_What you have to do_
The records below are to be transcribed exactly as they appear.
(Beginning of Working data)
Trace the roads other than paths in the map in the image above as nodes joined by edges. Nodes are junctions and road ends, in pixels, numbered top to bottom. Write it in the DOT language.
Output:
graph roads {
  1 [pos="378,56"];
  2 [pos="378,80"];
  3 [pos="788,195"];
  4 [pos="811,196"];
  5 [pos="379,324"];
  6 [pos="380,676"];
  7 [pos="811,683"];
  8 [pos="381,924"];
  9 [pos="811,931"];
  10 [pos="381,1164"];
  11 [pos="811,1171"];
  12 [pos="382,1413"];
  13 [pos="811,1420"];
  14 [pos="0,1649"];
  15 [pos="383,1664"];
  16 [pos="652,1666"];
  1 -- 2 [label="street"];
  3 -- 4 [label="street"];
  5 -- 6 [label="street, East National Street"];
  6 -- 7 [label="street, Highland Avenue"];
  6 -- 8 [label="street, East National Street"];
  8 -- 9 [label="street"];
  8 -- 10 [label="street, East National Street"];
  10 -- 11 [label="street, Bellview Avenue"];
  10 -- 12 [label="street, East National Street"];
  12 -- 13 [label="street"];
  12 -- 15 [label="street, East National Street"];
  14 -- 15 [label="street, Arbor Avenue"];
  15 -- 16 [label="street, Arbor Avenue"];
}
(End of Working data)
_Answer box_
Trace the roads other than paths in the map in the image above as nodes joined by edges. Nodes are junctions and road ends, in pixels, numbered top to bottom. Write it in the DOT language.
Output:
graph roads {
  1 [pos="378,56"];
  2 [pos="378,80"];
  3 [pos="788,195"];
  4 [pos="811,196"];
  5 [pos="379,324"];
  6 [pos="380,676"];
  7 [pos="811,683"];
  8 [pos="381,924"];
  9 [pos="811,931"];
  10 [pos="381,1164"];
  11 [pos="811,1171"];
  12 [pos="382,1413"];
  13 [pos="811,1420"];
  14 [pos="0,1649"];
  15 [pos="383,1664"];
  16 [pos="652,1666"];
  1 -- 2 [label="street"];
  3 -- 4 [label="street"];
  5 -- 6 [label="street, East National Street"];
  6 -- 7 [label="street, Highland Avenue"];
  6 -- 8 [label="street, East National Street"];
  8 -- 9 [label="street"];
  8 -- 10 [label="street, East National Street"];
  10 -- 11 [label="street, Bellview Avenue"];
  10 -- 12 [label="street, East National Street"];
  12 -- 13 [label="street"];
  12 -- 15 [label="street, East National Street"];
  14 -- 15 [label="street, Arbor Avenue"];
  15 -- 16 [label="street, Arbor Avenue"];
}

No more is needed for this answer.